Cumhuriyetin kurulduğu ilk yıllardan başlayarak tek parti döneminde millete yapılan baskı ve zulümler nedeniyle insanlar ibadetlerini gizlemişler. Tekke ve zaviyelerin kapatılması, tarikat faaliyetlerinin yasaklanması ve bunları ihlal edenlere ağır cezalar verilmesi nedeniyle insanlar inançlarını ve bunları icra ettiği mekânları hep gizlemişler.
Tek parti anlayışı istediği kadar yasaklasın; insanlar ibadetten, zikirden semahtan ve sema yapmaktan vazgeçmemişler. Peki, mekânları nasıl gizlemişler? Bunun bir örneğini memleketim Zile'de gördüm. Uzun yıllardır Zile'ye gitmeme rağmen farkına varamadığım bir mekâna götürdü beni arkadaşlarım. Mekânın ismi Müftüoğlu Tekkesi.
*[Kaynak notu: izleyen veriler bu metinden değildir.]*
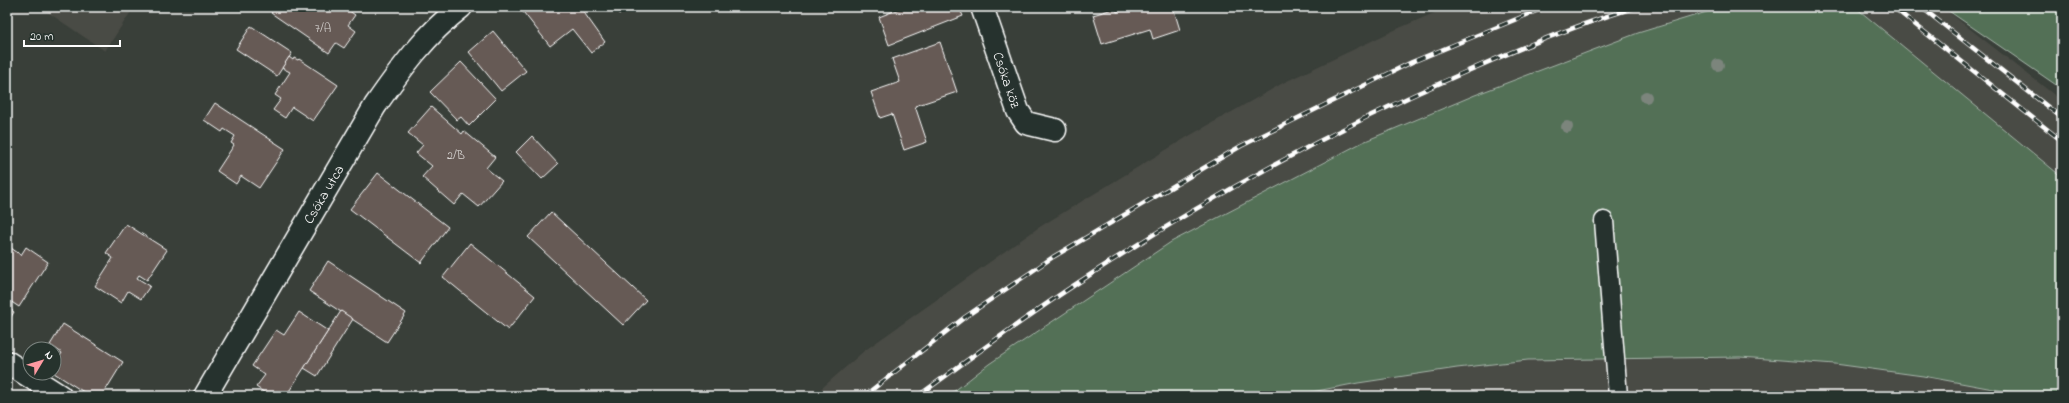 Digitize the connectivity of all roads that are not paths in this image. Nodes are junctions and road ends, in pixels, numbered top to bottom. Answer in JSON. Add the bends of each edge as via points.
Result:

Burası Halveti tarikatının dergâhıymış. Zileli Muharrem Efendi, Sivas'ta türbesi bulunan Şemsi Sivasi hazretleri ve uzun yıllar Sultan Ahmet Camii imamlığını yapan din âlimi Abdülmecid Sivasi hazretleri bu tekkeden yetişmiş.
Tekke ve zaviyeleri yasaklayan kanun çıkınca Anadolu'daki birçok tekke ve zaviye yıkılmış. Anadolu insanının yol göstericiliğini yapan önemli şahsiyetlerin yetiştiği bu dergâhların yıkılmasına halk çok üzülmüş ve o günden bu yana CHP'ye kırgın devam etmişler. İşte o günlerde Müftüoğlu Tekkesi'nin yıkılmasını önlemek için tekkenin zikir hanesi, derviş odaları, kütüphane ve diğer bölümlerinin bulunduğu alanlar akıllı hemşerilerim tarafından yüksek duvarlar örülerek kapatılmış. Türkiye'de tek parti iktidarının zulmü ortadan kalktıktan sonra o çevre duvarları yıkılmış ve tekke eski ihtişamıyla ortaya çıkmış.
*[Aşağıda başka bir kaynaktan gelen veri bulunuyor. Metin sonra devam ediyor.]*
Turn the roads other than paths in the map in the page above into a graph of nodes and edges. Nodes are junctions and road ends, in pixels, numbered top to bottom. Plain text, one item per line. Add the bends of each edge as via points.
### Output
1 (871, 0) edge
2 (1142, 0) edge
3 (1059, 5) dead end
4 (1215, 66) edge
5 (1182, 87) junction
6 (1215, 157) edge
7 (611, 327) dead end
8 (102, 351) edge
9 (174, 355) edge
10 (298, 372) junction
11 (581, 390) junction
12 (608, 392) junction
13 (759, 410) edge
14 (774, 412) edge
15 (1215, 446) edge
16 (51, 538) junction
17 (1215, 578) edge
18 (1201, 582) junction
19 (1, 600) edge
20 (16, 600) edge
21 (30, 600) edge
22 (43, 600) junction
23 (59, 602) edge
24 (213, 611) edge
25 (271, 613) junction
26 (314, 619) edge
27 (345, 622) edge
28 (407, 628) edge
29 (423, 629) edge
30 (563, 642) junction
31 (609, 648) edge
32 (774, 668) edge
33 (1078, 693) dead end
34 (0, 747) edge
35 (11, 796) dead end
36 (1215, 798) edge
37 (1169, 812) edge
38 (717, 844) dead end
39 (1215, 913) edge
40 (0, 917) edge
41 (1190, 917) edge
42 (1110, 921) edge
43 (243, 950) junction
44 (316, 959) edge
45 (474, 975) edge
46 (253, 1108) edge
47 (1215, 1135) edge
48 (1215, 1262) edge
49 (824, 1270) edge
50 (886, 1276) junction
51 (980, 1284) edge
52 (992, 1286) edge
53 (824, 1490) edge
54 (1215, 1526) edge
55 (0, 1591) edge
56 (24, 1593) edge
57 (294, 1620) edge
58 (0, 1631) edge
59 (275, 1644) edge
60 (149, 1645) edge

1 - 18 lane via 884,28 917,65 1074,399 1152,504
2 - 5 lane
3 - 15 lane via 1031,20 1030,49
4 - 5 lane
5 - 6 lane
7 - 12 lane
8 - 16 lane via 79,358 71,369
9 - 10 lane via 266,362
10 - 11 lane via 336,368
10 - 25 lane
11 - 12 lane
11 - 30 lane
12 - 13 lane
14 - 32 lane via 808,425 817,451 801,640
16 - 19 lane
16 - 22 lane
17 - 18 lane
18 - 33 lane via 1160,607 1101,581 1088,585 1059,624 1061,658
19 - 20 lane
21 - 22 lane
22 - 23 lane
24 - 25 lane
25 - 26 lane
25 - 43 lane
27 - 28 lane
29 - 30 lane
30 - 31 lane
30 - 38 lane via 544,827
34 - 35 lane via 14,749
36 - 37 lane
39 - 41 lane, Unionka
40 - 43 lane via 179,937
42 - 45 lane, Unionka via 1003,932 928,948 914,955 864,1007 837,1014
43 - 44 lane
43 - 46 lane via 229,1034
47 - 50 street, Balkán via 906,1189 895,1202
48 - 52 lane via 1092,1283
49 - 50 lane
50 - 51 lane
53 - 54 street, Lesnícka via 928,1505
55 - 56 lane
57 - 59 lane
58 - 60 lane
Müftüoğlu Tekkesi aynı zamanda aşevi olarak da hizmet görmüş. Hali vakti yerinde olan insanların desteği ile aralıksız ihtiyaç sahiplerine yemek verilmiş, köylerden şehre gelen insanlar tekkede kalıp sohbete ve zikre katılırlarmış. Alevi ve Sünni vatandaşlarımızın iç içe yaşadığı Zile'de bu tekke sosyal barışın sağlanmasında önemli bir misyon üstlenmiş. Sünni Halveti Tarikatı'nın tekkesine Zile'nin Alevileri de gelirmiş. Tekkenin müritlerinin büyük bölümü Alevi vatandaşlardan oluşuyormuş. Öyle ki cemden çıkan Aleviler bu dergâhta zikir halkasına girer, tarikatın şartlarını yerine getirirlermiş. Herhalde o sebeptendir ki Zile'deki Alevi vatandaşların bir bölümü namazlarını kılar oruçlarını tutar hem camiye hem cemevine giderlermiş.
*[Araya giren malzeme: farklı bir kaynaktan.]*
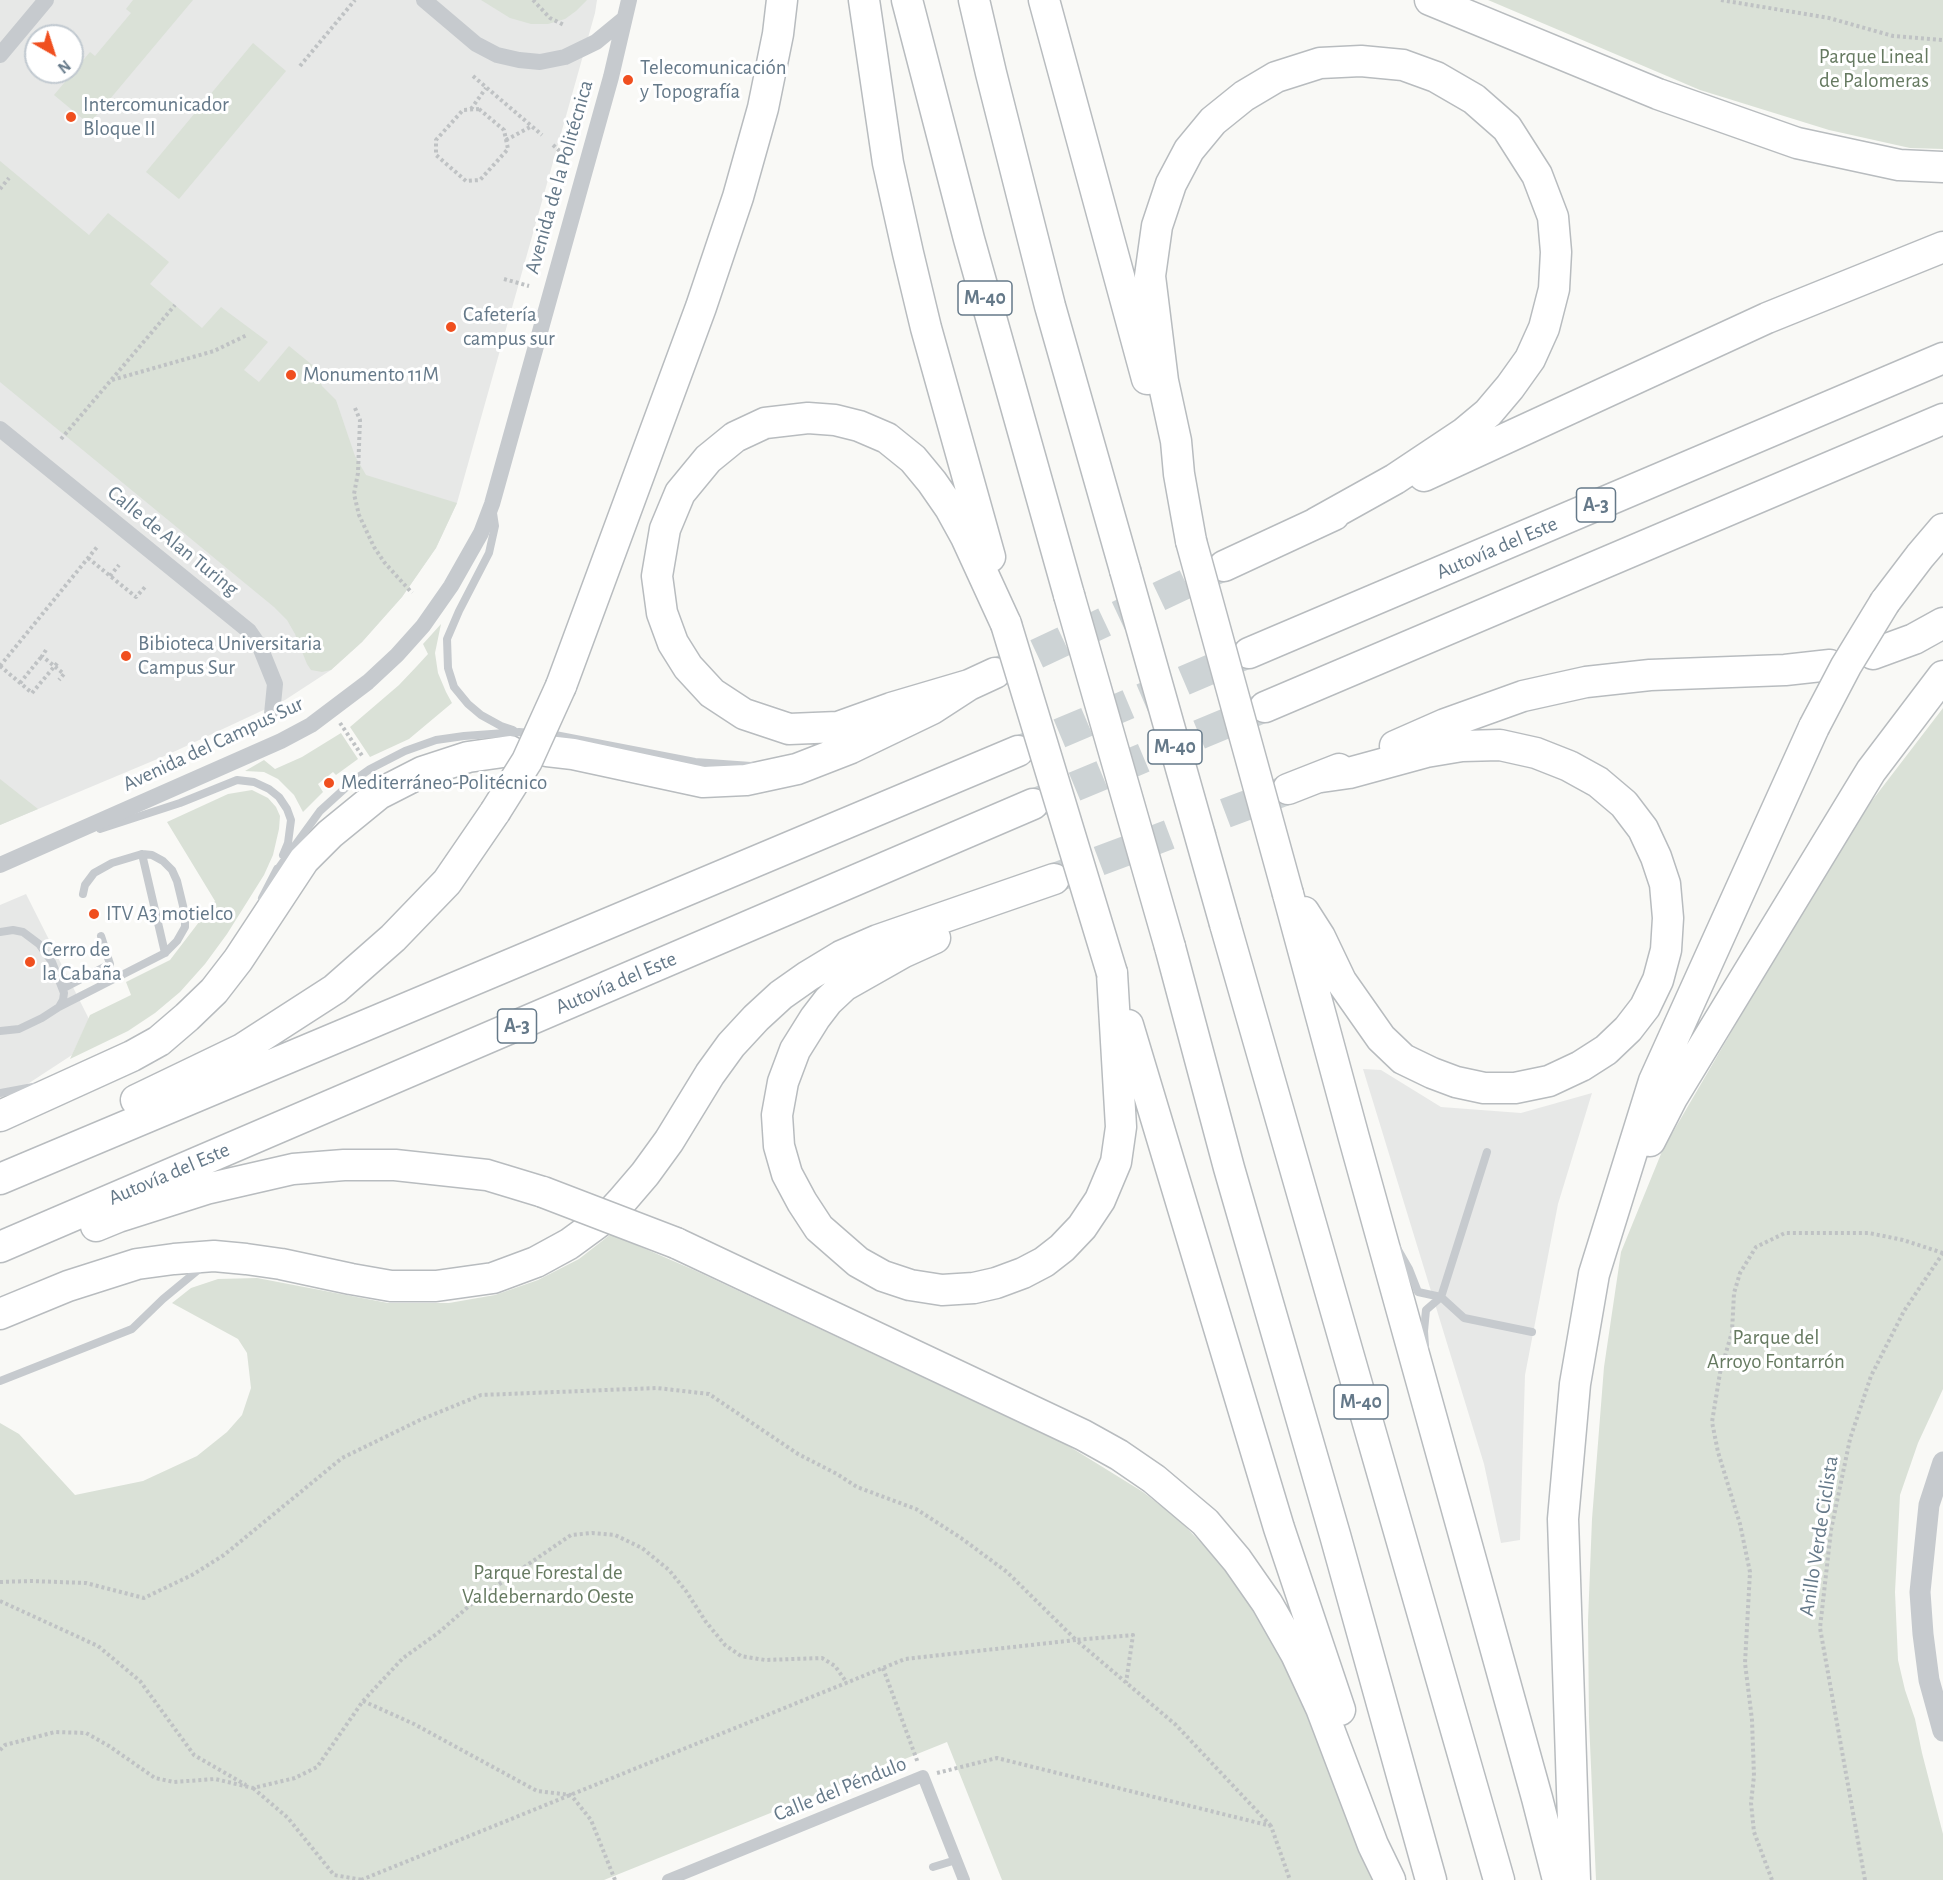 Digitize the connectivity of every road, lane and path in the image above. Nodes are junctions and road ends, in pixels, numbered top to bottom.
1 (46, 0) edge
2 (355, 0) edge
3 (424, 0) edge
4 (532, 0) edge
5 (629, 0) edge
6 (782, 0) edge
7 (864, 0) edge
8 (907, 0) edge
9 (974, 0) edge
10 (1044, 0) edge
11 (1430, 0) edge
12 (1721, 0) edge
13 (624, 19) junction
14 (564, 25) dead end
15 (1943, 40) edge
16 (0, 55) edge
17 (300, 66) dead end
18 (473, 76) dead end
19 (486, 88) junction
20 (471, 110) junction
21 (532, 126) junction
22 (542, 135) dead end
23 (506, 140) junction
24 (553, 145) dead end
25 (564, 156) dead end
26 (1943, 167) edge
27 (9, 178) dead end
28 (0, 189) edge
29 (1943, 247) edge
30 (504, 279) dead end
31 (529, 286) dead end
32 (175, 305) dead end
33 (247, 335) dead end
34 (1943, 358) edge
35 (111, 380) junction
36 (355, 408) dead end
37 (1943, 419) edge
38 (0, 429) edge
39 (61, 439) dead end
40 (492, 504) junction
41 (1316, 522) junction
42 (1943, 529) edge
43 (1191, 541) junction
44 (97, 547) dead end
45 (88, 558) junction
46 (119, 565) dead end
47 (1224, 567) tunnel mouth
48 (110, 576) junction
49 (146, 586) dead end
50 (412, 593) dead end
51 (1943, 623) edge
52 (1006, 624) junction
53 (46, 650) dead end
54 (1249, 653) tunnel mouth
55 (1873, 654) dead end
56 (42, 656) junction
57 (59, 661) dead end
58 (1830, 665) dead end
59 (0, 666) edge
60 (995, 673) tunnel mouth
61 (1943, 676) edge
62 (59, 680) dead end
63 (20, 683) junction
64 (969, 685) junction
65 (1265, 707) tunnel mouth
66 (272, 714) dead end
67 (338, 720) dead end
68 (515, 741) junction
69 (547, 751) dead end
70 (1018, 751) tunnel mouth
71 (365, 760) dead end
72 (796, 769) junction
73 (1322, 777) junction
74 (1288, 789) tunnel mouth
75 (1034, 804) tunnel mouth
76 (31, 850) junction
77 (142, 854) junction
78 (0, 865) edge
79 (275, 873) junction
80 (83, 894) dead end
81 (1288, 894) junction
82 (260, 903) dead end
83 (0, 932) edge
84 (101, 936) dead end
85 (239, 942) dead end
86 (165, 953) junction
87 (1112, 973) junction
88 (64, 988) junction
89 (214, 991) junction
90 (59, 1007) junction
91 (0, 1031) edge
92 (87, 1077) junction
93 (0, 1094) edge
94 (0, 1116) edge
95 (1487, 1152) dead end
96 (46, 1158) junction
97 (0, 1179) edge
98 (1372, 1204) junction
99 (0, 1247) edge
100 (1943, 1253) edge
101 (214, 1256) junction
102 (0, 1268) edge
103 (1594, 1274) junction
104 (1441, 1297) junction
105 (0, 1314) edge
106 (1532, 1332) dead end
107 (1426, 1353) dead end
108 (1427, 1364) dead end
109 (0, 1381) edge
110 (1431, 1418) junction
111 (1943, 1462) edge
112 (0, 1582) edge
113 (0, 1601) edge
114 (1076, 1640) junction
115 (883, 1668) junction
116 (847, 1683) junction
117 (1126, 1683) junction
118 (363, 1701) junction
119 (1943, 1731) edge
120 (0, 1750) edge
121 (923, 1776) junction
122 (253, 1788) junction
123 (571, 1795) junction
124 (1271, 1826) junction
125 (956, 1860) junction
126 (933, 1867) dead end
127 (362, 1880) edge
128 (615, 1880) edge
129 (668, 1880) edge
130 (964, 1880) edge
131 (1290, 1880) edge
132 (1390, 1880) edge
133 (1398, 1880) edge
134 (1431, 1880) edge
135 (1499, 1880) edge
136 (1558, 1880) edge
137 (1575, 1880) edge
138 (1772, 1880) edge
139 (1865, 1880) edge

1 - 16 street
2 - 17 path
3 - 13 street
4 - 14 path
5 - 13 street, Avenida de la Politécnica
6 - 96 highway, bridge
7 - 52 highway
8 - 134 highway, M-40, bridge
9 - 135 highway, M-40, bridge
10 - 43 highway
11 - 26 highway
12 - 15 path
13 - 40 street, Avenida de la Politécnica
18 - 19 path
19 - 20 path
19 - 21 path
20 - 23 path
20 - 23 path
21 - 22 path
21 - 23 path
24 - 25 path
27 - 28 path
29 - 41 highway
30 - 31 path
32 - 35 path
33 - 35 path
34 - 54 highway, Autovía del Este / A-3
35 - 39 path
36 - 50 path
37 - 65 highway
38 - 66 street, Calle de Alan Turing
40 - 68 lane
40 - 76 street, Avenida del Campus Sur
41 - 43 highway
41 - 47 highway
42 - 103 highway, bridge
43 - 81 highway, bridge
44 - 45 path
45 - 48 path
45 - 59 path
46 - 48 path
48 - 49 path
51 - 55 highway
52 - 64 highway
52 - 87 highway, bridge
53 - 56 path
56 - 62 path
56 - 63 path
57 - 63 path, bridge
58 - 73 highway
59 - 63 path
60 - 64 highway
61 - 103 highway
64 - 72 highway
67 - 71 path
68 - 72 lane
68 - 79 lane
68 - 89 highway
69 - 72 highway
70 - 96 highway
73 - 74 highway
73 - 81 highway
75 - 99 highway, Autovía del Este / A-3
76 - 78 street, Avenida del Campus Sur
76 - 79 lane
77 - 80 lane
77 - 86 lane
77 - 86 lane
79 - 82 lane
81 - 98 highway
83 - 88 lane
84 - 88 lane
85 - 89 lane
86 - 90 lane
87 - 101 highway
87 - 133 highway
88 - 90 lane
89 - 92 highway
90 - 91 lane
92 - 93 lane
92 - 94 highway
95 - 104 lane
96 - 97 highway
98 - 104 lane
98 - 110 highway
100 - 138 path
100 - 139 path, Anillo Verde Ciclista
101 - 105 highway
101 - 109 lane
102 - 132 highway, bridge
103 - 137 highway
104 - 106 lane
104 - 107 lane
108 - 110 lane
110 - 136 highway
111 - 119 street
112 - 114 path
113 - 122 path
114 - 115 path
114 - 117 path
114 - 117 path
115 - 116 path
115 - 121 path
116 - 118 path
116 - 123 path
117 - 124 path
118 - 122 path
118 - 123 path
120 - 122 path
121 - 124 path
121 - 125 street, Calle del Péndulo
121 - 129 street, Calle del Péndulo
122 - 127 path
123 - 127 path
123 - 128 path
124 - 131 path
125 - 126 lane
125 - 130 street, Calle del Péndulo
Müftüoğlu Tekkesi bugün kapılarını ziyaretçilere açmış, köşede gözetleyen inzibat, polis filan yok çok şükür. Tek parti döneminin inanç ve kültür dünyalarında açtığı derin yaralar tek tek sarılıyor. Anadolu insanı kendi kandillerini ve fenerlerini bulup onların yol göstericiliğinde ilerliyor. Tekke ve zaviyelerle ilgili kanunu neden hâlâ muhafaza etmeye çalıştığını Alevi vatandaşlarımız CHP'ye sormalı. Şu anda yürürlükte olan o kanuna göre cem de semah da sema da zikir de tekke de dergâh da yasak. Dergâhı cemevine dönüştürenler o kanunun zulmünden kurtulmak ve etrafından dolaşmak için bu yola başvurdular yoksa eskiden cemevi diye bir şey yoktu, dergâhlar vardı.
Kalplere, inanç dünyamıza, örf ve töremize konan tüm yasakların kalkması, Anadolu'nun zincirlerinden kurtulması dileğiyle tüm okuyucularımın Kurban Bayramını kutluyorum.